For Robert Samuelson Being an Adult Doesn't Include Taxing Rich People, Reining in Finance, or Controlling Health Care Costs

April 25, 2011

Robert Samuelson decided to lecture President Obama on being an adult today. He wants President Obama to take big steps to reduce the budget deficit. Interestingly, all of the ways that Samuelson suggests for reducing the budget deficit, such as cutting Social Security and Medicare benefits or raising gas taxes, hurt middle income people. Apparently, this is Samuelson’s view of what adults do.

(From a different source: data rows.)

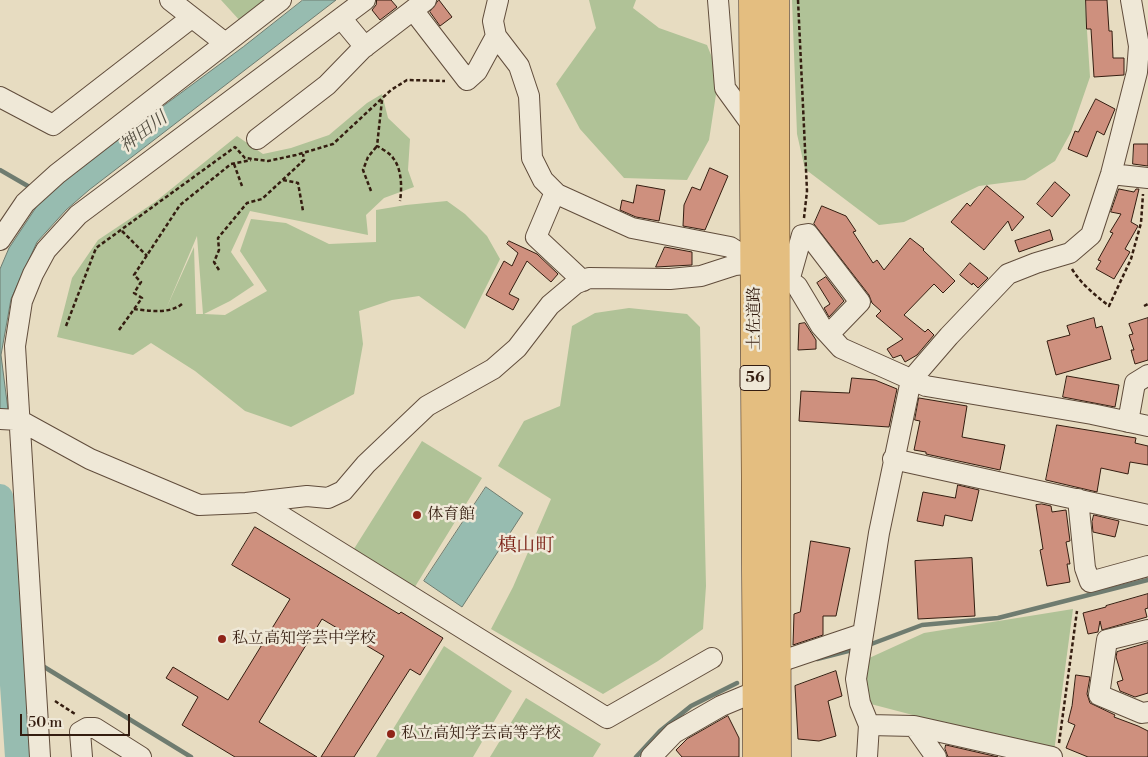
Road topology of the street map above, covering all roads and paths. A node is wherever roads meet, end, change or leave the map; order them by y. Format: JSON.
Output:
{"nodes":[{"id":1,"x":170,"y":0,"type":"edge"},
{"id":2,"x":365,"y":0,"type":"edge"},
{"id":3,"x":498,"y":0,"type":"edge"},
{"id":4,"x":718,"y":0,"type":"edge"},
{"id":5,"x":753,"y":0,"type":"edge"},
{"id":6,"x":775,"y":0,"type":"edge"},
{"id":7,"x":798,"y":0,"type":"edge"},
{"id":8,"x":1131,"y":0,"type":"edge"},
{"id":9,"x":274,"y":2,"type":"edge"},
{"id":10,"x":419,"y":5,"type":"edge"},
{"id":11,"x":189,"y":15,"type":"junction"},
{"id":12,"x":341,"y":18,"type":"junction"},
{"id":13,"x":496,"y":36,"type":"junction"},
{"id":14,"x":225,"y":43,"type":"junction"},
{"id":15,"x":365,"y":47,"type":"junction"},
{"id":16,"x":467,"y":80,"type":"junction"},
{"id":17,"x":0,"y":97,"type":"edge"},
{"id":18,"x":382,"y":99,"type":"junction"},
{"id":19,"x":754,"y":128,"type":"junction"},
{"id":20,"x":257,"y":139,"type":"dead end"},
{"id":21,"x":377,"y":146,"type":"junction"},
{"id":22,"x":303,"y":154,"type":"junction"},
{"id":23,"x":255,"y":159,"type":"junction"},
{"id":24,"x":234,"y":164,"type":"junction"},
{"id":25,"x":1111,"y":174,"type":"junction"},
{"id":26,"x":1146,"y":177,"type":"edge"},
{"id":27,"x":283,"y":180,"type":"junction"},
{"id":28,"x":242,"y":186,"type":"dead end"},
{"id":29,"x":371,"y":191,"type":"dead end"},
{"id":30,"x":555,"y":192,"type":"junction"},
{"id":31,"x":400,"y":200,"type":"dead end"},
{"id":32,"x":303,"y":210,"type":"dead end"},
{"id":33,"x":121,"y":230,"type":"junction"},
{"id":34,"x":802,"y":235,"type":"junction"},
{"id":35,"x":0,"y":240,"type":"edge"},
{"id":36,"x":1064,"y":255,"type":"junction"},
{"id":37,"x":147,"y":256,"type":"junction"},
{"id":38,"x":219,"y":270,"type":"dead end"},
{"id":39,"x":774,"y":272,"type":"junction"},
{"id":40,"x":583,"y":281,"type":"junction"},
{"id":41,"x":182,"y":304,"type":"dead end"},
{"id":42,"x":1148,"y":304,"type":"edge"},
{"id":43,"x":1144,"y":306,"type":"dead end"},
{"id":44,"x":134,"y":309,"type":"junction"},
{"id":45,"x":66,"y":326,"type":"dead end"},
{"id":46,"x":119,"y":330,"type":"dead end"},
{"id":47,"x":828,"y":334,"type":"junction"},
{"id":48,"x":1148,"y":375,"type":"edge"},
{"id":49,"x":911,"y":380,"type":"junction"},
{"id":50,"x":11,"y":420,"type":"edge"},
{"id":51,"x":1128,"y":422,"type":"junction"},
{"id":52,"x":1148,"y":426,"type":"edge"},
{"id":53,"x":893,"y":459,"type":"junction"},
{"id":54,"x":1078,"y":499,"type":"junction"},
{"id":55,"x":259,"y":502,"type":"junction"},
{"id":56,"x":1148,"y":515,"type":"edge"},
{"id":57,"x":1148,"y":566,"type":"edge"},
{"id":58,"x":1077,"y":611,"type":"dead end"},
{"id":59,"x":1148,"y":630,"type":"edge"},
{"id":60,"x":862,"y":635,"type":"junction"},
{"id":61,"x":712,"y":658,"type":"dead end"},
{"id":62,"x":776,"y":663,"type":"junction"},
{"id":63,"x":35,"y":688,"type":"junction"},
{"id":64,"x":757,"y":691,"type":"junction"},
{"id":65,"x":1148,"y":712,"type":"edge"},
{"id":66,"x":869,"y":725,"type":"junction"},
{"id":67,"x":95,"y":728,"type":"junction"},
{"id":68,"x":919,"y":740,"type":"edge"},
{"id":69,"x":1055,"y":752,"type":"edge"},
{"id":70,"x":40,"y":757,"type":"edge"},
{"id":71,"x":82,"y":757,"type":"edge"},
{"id":72,"x":141,"y":757,"type":"edge"},
{"id":73,"x":651,"y":757,"type":"edge"},
{"id":74,"x":757,"y":757,"type":"edge"},
{"id":75,"x":776,"y":757,"type":"edge"},
{"id":76,"x":867,"y":757,"type":"edge"},
{"id":77,"x":936,"y":757,"type":"edge"}],
"edges":[{"from":1,"to":11,"type":"street"},
{"from":2,"to":12,"type":"street"},
{"from":3,"to":13,"type":"street"},
{"from":4,"to":19,"type":"street"},
{"from":5,"to":19,"type":"highway","name":"土佐道路","number":"56"},
{"from":6,"to":39,"type":"highway","name":"土佐道路","number":"56"},
{"from":7,"to":34,"type":"path"},
{"from":8,"to":25,"type":"street"},
{"from":9,"to":14,"type":"street"},
{"from":10,"to":15,"type":"street"},
{"from":10,"to":16,"type":"street"},
{"from":11,"to":14,"type":"street"},
{"from":11,"to":17,"type":"street"},
{"from":12,"to":15,"type":"street"},
{"from":12,"to":50,"type":"street"},
{"from":13,"to":16,"type":"street"},
{"from":13,"to":30,"type":"street"},
{"from":14,"to":35,"type":"street"},
{"from":15,"to":20,"type":"street"},
{"from":16,"to":18,"type":"path"},
{"from":18,"to":21,"type":"path"},
{"from":18,"to":22,"type":"path"},
{"from":19,"to":39,"type":"highway","name":"土佐道路","number":"56"},
{"from":21,"to":29,"type":"path"},
{"from":21,"to":31,"type":"path"},
{"from":22,"to":23,"type":"path"},
{"from":22,"to":27,"type":"path"},
{"from":23,"to":24,"type":"path"},
{"from":23,"to":33,"type":"path"},
{"from":24,"to":28,"type":"path"},
{"from":24,"to":37,"type":"path"},
{"from":25,"to":26,"type":"street"},
{"from":25,"to":36,"type":"street"},
{"from":26,"to":36,"type":"path"},
{"from":27,"to":32,"type":"path"},
{"from":27,"to":38,"type":"path"},
{"from":30,"to":39,"type":"street"},
{"from":30,"to":40,"type":"street"},
{"from":33,"to":37,"type":"path"},
{"from":33,"to":45,"type":"path"},
{"from":34,"to":39,"type":"street"},
{"from":34,"to":47,"type":"street"},
{"from":36,"to":49,"type":"street"},
{"from":37,"to":44,"type":"path"},
{"from":39,"to":40,"type":"street"},
{"from":39,"to":47,"type":"street"},
{"from":39,"to":62,"type":"highway","name":"土佐道路","number":"56"},
{"from":39,"to":64,"type":"highway","name":"土佐道路","number":"56"},
{"from":40,"to":55,"type":"street"},
{"from":41,"to":44,"type":"path"},
{"from":42,"to":43,"type":"path"},
{"from":44,"to":46,"type":"path"},
{"from":47,"to":49,"type":"street"},
{"from":48,"to":51,"type":"street"},
{"from":49,"to":51,"type":"street"},
{"from":49,"to":53,"type":"street"},
{"from":50,"to":55,"type":"street"},
{"from":50,"to":63,"type":"street"},
{"from":51,"to":52,"type":"street"},
{"from":53,"to":54,"type":"street"},
{"from":53,"to":60,"type":"street"},
{"from":54,"to":56,"type":"street"},
{"from":54,"to":57,"type":"street"},
{"from":55,"to":61,"type":"street"},
{"from":58,"to":69,"type":"path"},
{"from":59,"to":65,"type":"street"},
{"from":60,"to":62,"type":"street"},
{"from":60,"to":66,"type":"street"},
{"from":62,"to":75,"type":"highway","name":"土佐道路","number":"56"},
{"from":63,"to":67,"type":"path"},
{"from":63,"to":70,"type":"street"},
{"from":64,"to":73,"type":"street"},
{"from":64,"to":74,"type":"highway","name":"土佐道路","number":"56"},
{"from":66,"to":68,"type":"street"},
{"from":66,"to":76,"type":"street"},
{"from":67,"to":71,"type":"street"},
{"from":67,"to":72,"type":"street"},
{"from":68,"to":69,"type":"street"},
{"from":68,"to":77,"type":"street"}]}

Increased taxes on the rich are not on his list nor are taxes on financial speculation. These might seem obvious ways to reduce the deficit since the share of the wealthy in national income has increased by so much in the last decade as has the financial sector’s share of total output. But Samuelson apparently does not believe that adults tax rich people or the financial industry. It also doesn’t seem as though adults talk about cutting the military budget, since this doesn’t come up in Samuelson’s article either. Nor does constraining health care costs, which is by far the most important contributor to the country’s projected long-term deficit problem.

In criticizing President Obama for not doing anything about the deficit Samuelson apparently has not noticed that if President Obama’s health care reform is left in place it is projected to do a great deal to reduce future deficits. CBO’s extended baseline shows spending, measured as a share of GDP, increasing by roughly 15 percent over the next 25 years, not the one-third claimed by Samuelson. This extended baseline assumes that the law is followed.